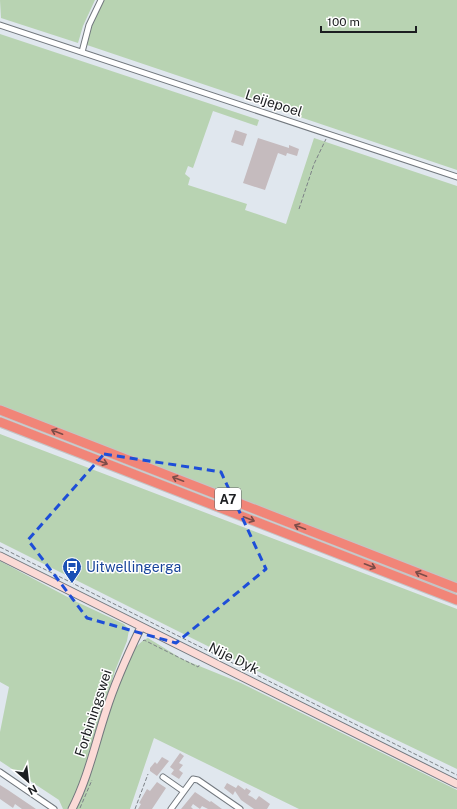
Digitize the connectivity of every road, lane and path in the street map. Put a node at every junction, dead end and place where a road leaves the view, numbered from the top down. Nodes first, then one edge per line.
1 (101, 0) edge
2 (0, 25) edge
3 (82, 52) junction
4 (324, 146) dead end
5 (457, 177) edge
6 (299, 209) dead end
7 (0, 410) edge
8 (0, 422) edge
9 (0, 548) edge
10 (0, 556) edge
11 (457, 588) edge
12 (457, 600) edge
13 (142, 627) junction
14 (140, 643) dead end
15 (200, 663) dead end
16 (0, 772) edge
17 (148, 774) dead end
18 (457, 775) edge
19 (93, 776) dead end
20 (163, 777) dead end
21 (457, 784) edge
22 (183, 791) junction
23 (54, 809) edge
24 (72, 809) edge
25 (80, 809) edge
26 (135, 809) edge
27 (171, 809) edge
28 (240, 809) edge

1 - 3 street
2 - 3 street, Leijepoel
3 - 5 street, Leijepoel
4 - 6 path
11 -> 7 highway, A7
8 -> 12 highway, A7
9 - 18 path, Nije Dyk
10 - 13 street, Nije Dyk
13 - 21 street, Nije Dyk
13 - 24 street, Forbiningswei
14 - 15 path
16 - 23 street
17 - 26 path
19 - 25 path
20 - 22 street
22 - 27 street
22 - 28 street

━━━━━━━━━━━━━━━━━━━━

Work to be completed:
Would you please retype the material above exactly and leave out each picture?

Answer section:
Digitize the connectivity of every road, lane and path in the street map. Put a node at every junction, dead end and place where a road leaves the view, numbered from the top down. Nodes first, then one edge per line.
1 (101, 0) edge
2 (0, 25) edge
3 (82, 52) junction
4 (324, 146) dead end
5 (457, 177) edge
6 (299, 209) dead end
7 (0, 410) edge
8 (0, 422) edge
9 (0, 548) edge
10 (0, 556) edge
11 (457, 588) edge
12 (457, 600) edge
13 (142, 627) junction
14 (140, 643) dead end
15 (200, 663) dead end
16 (0, 772) edge
17 (148, 774) dead end
18 (457, 775) edge
19 (93, 776) dead end
20 (163, 777) dead end
21 (457, 784) edge
22 (183, 791) junction
23 (54, 809) edge
24 (72, 809) edge
25 (80, 809) edge
26 (135, 809) edge
27 (171, 809) edge
28 (240, 809) edge

1 - 3 street
2 - 3 street, Leijepoel
3 - 5 street, Leijepoel
4 - 6 path
11 -> 7 highway, A7
8 -> 12 highway, A7
9 - 18 path, Nije Dyk
10 - 13 street, Nije Dyk
13 - 21 street, Nije Dyk
13 - 24 street, Forbiningswei
14 - 15 path
16 - 23 street
17 - 26 path
19 - 25 path
20 - 22 street
22 - 27 street
22 - 28 street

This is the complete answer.